(Beginning of Data for this task)
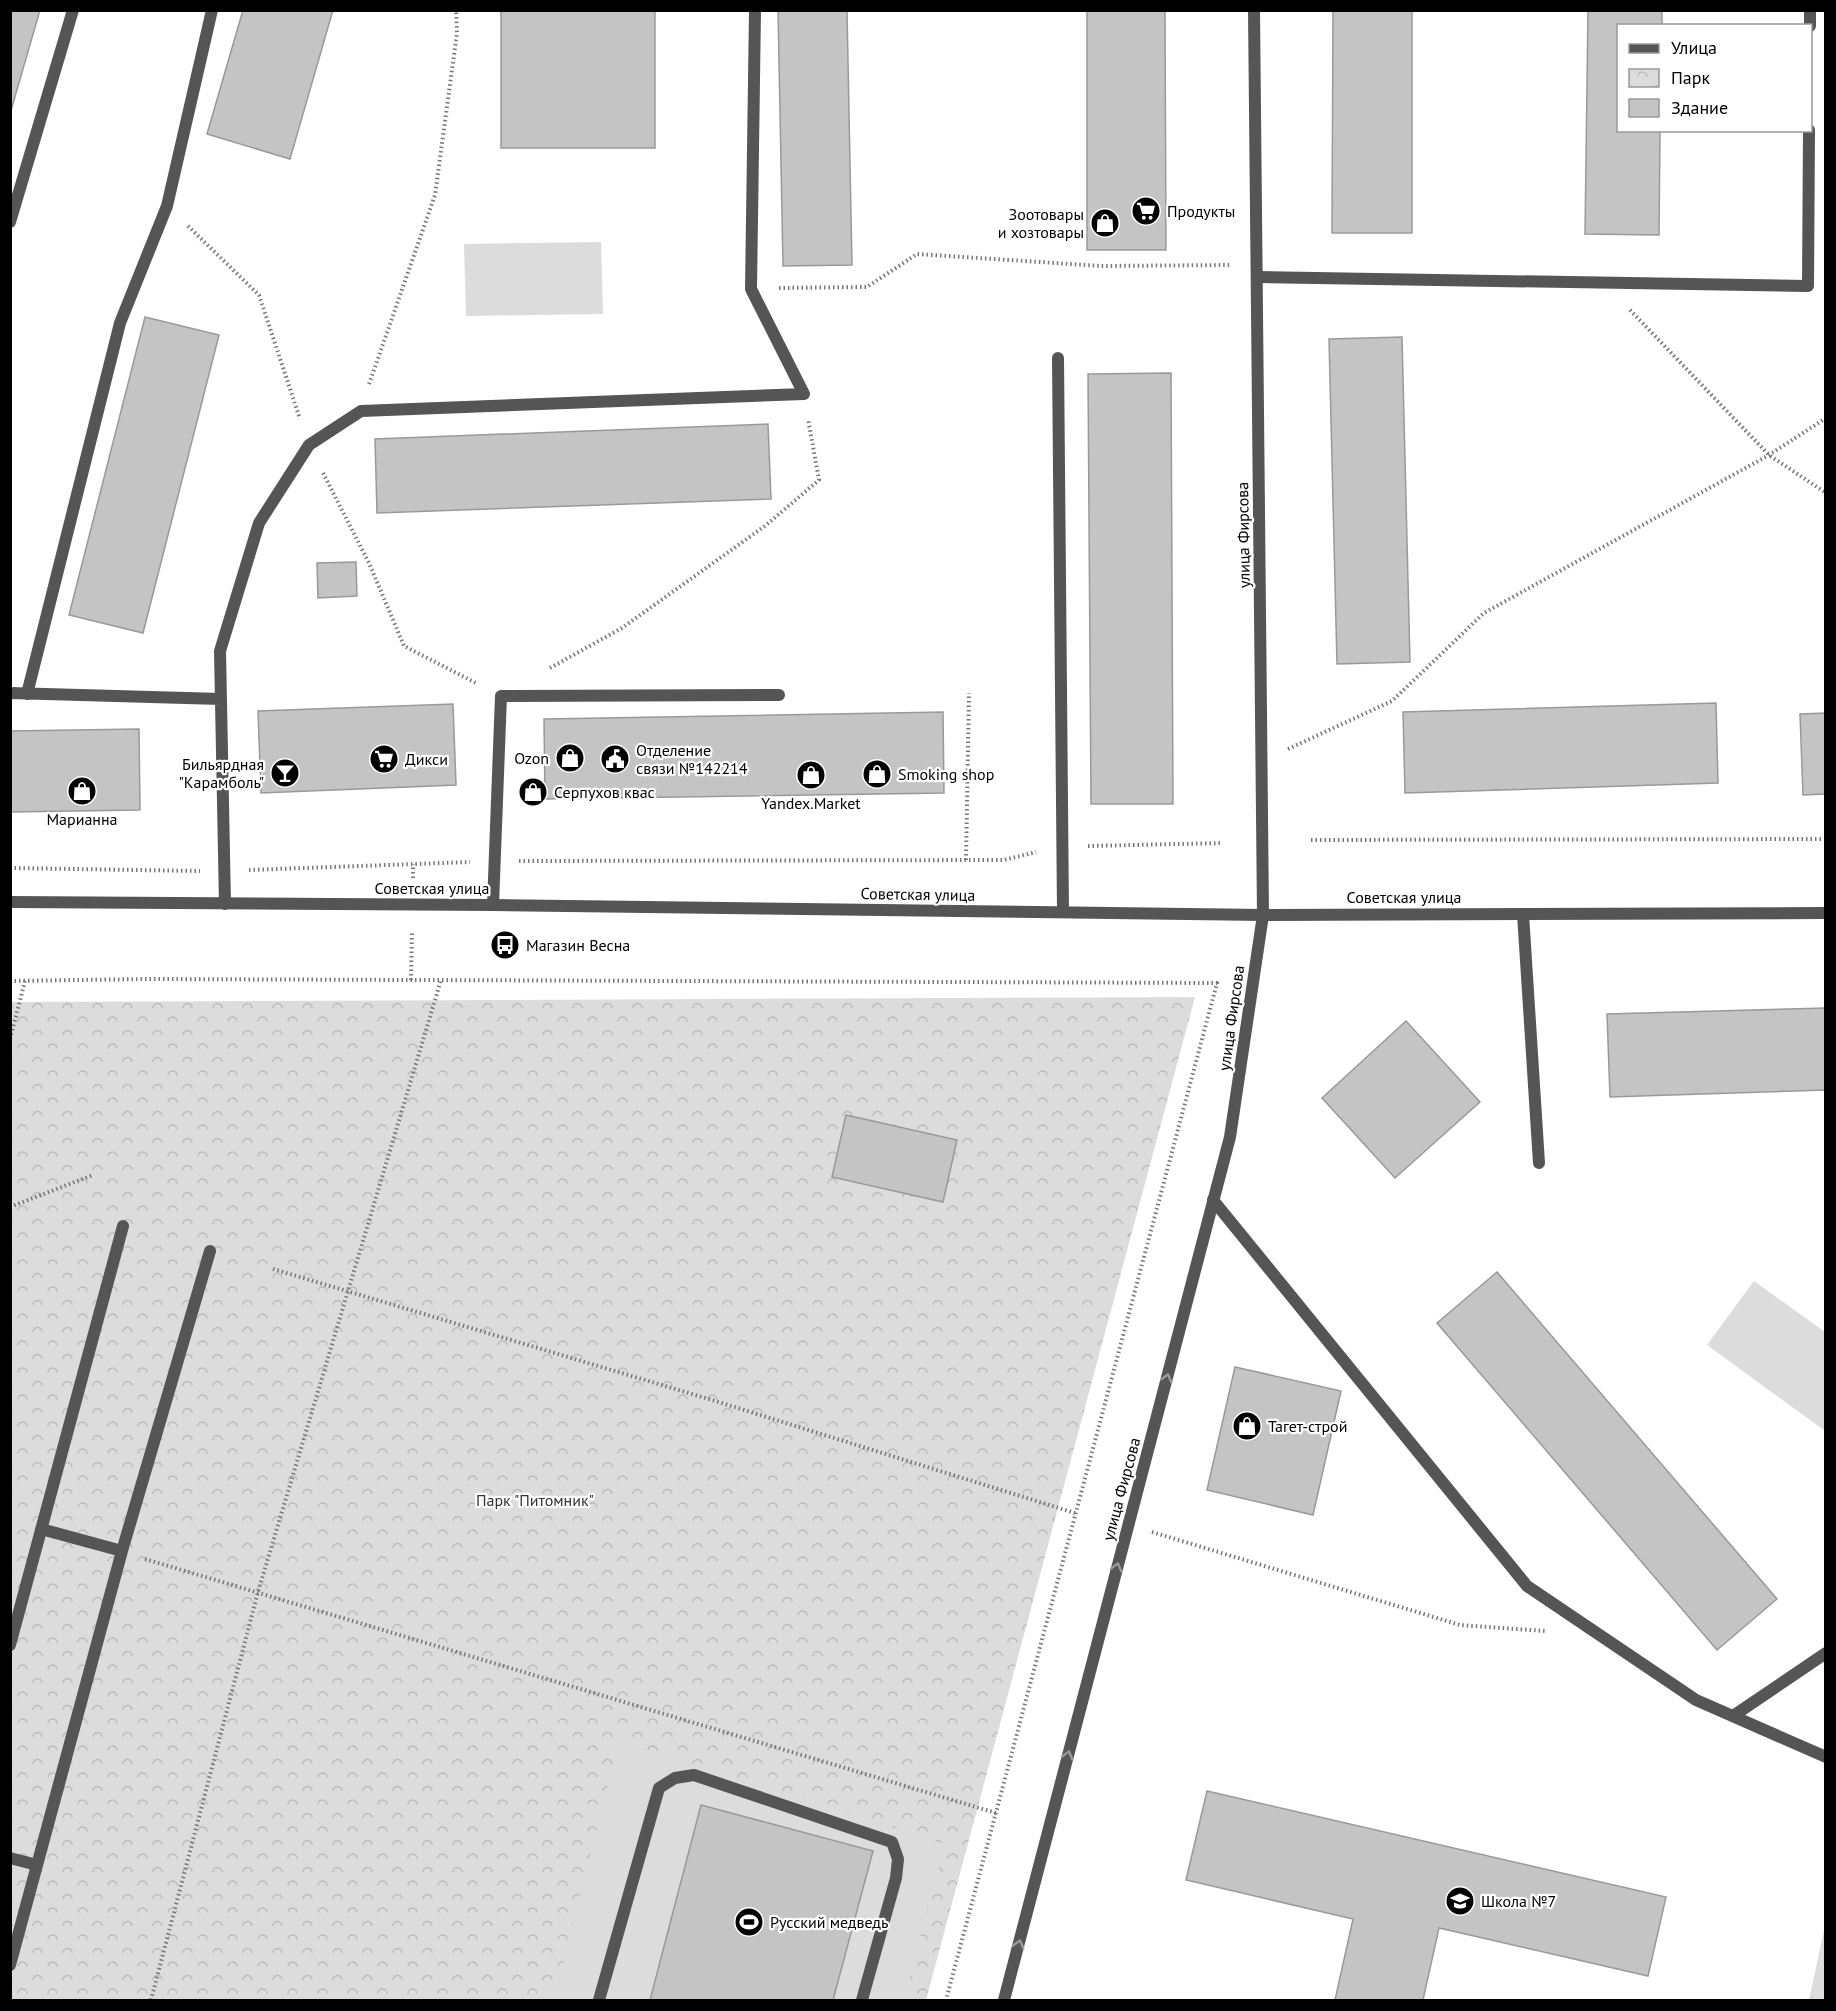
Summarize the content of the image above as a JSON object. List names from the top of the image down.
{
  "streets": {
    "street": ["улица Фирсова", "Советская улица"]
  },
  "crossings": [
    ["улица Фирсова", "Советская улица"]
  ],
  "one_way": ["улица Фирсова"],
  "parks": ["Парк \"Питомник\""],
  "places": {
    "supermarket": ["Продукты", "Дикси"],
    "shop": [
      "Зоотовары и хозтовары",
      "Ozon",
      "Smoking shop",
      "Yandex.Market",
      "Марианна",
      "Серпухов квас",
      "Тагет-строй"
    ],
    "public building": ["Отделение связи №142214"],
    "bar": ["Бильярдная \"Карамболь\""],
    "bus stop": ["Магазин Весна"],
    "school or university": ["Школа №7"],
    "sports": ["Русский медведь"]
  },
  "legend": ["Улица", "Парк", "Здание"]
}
(End of Data for this task)
→ **What is needed**:
From the records given above, reproduce all text exactly and exclude each picture.

→ **Answer for this exercise**:
Summarize the content of the image above as a JSON object. List names from the top of the image down.
{
  "streets": {
    "street": ["улица Фирсова", "Советская улица"]
  },
  "crossings": [
    ["улица Фирсова", "Советская улица"]
  ],
  "one_way": ["улица Фирсова"],
  "parks": ["Парк \"Питомник\""],
  "places": {
    "supermarket": ["Продукты", "Дикси"],
    "shop": [
      "Зоотовары и хозтовары",
      "Ozon",
      "Smoking shop",
      "Yandex.Market",
      "Марианна",
      "Серпухов квас",
      "Тагет-строй"
    ],
    "public building": ["Отделение связи №142214"],
    "bar": ["Бильярдная \"Карамболь\""],
    "bus stop": ["Магазин Весна"],
    "school or university": ["Школа №7"],
    "sports": ["Русский медведь"]
  },
  "legend": ["Улица", "Парк", "Здание"]
}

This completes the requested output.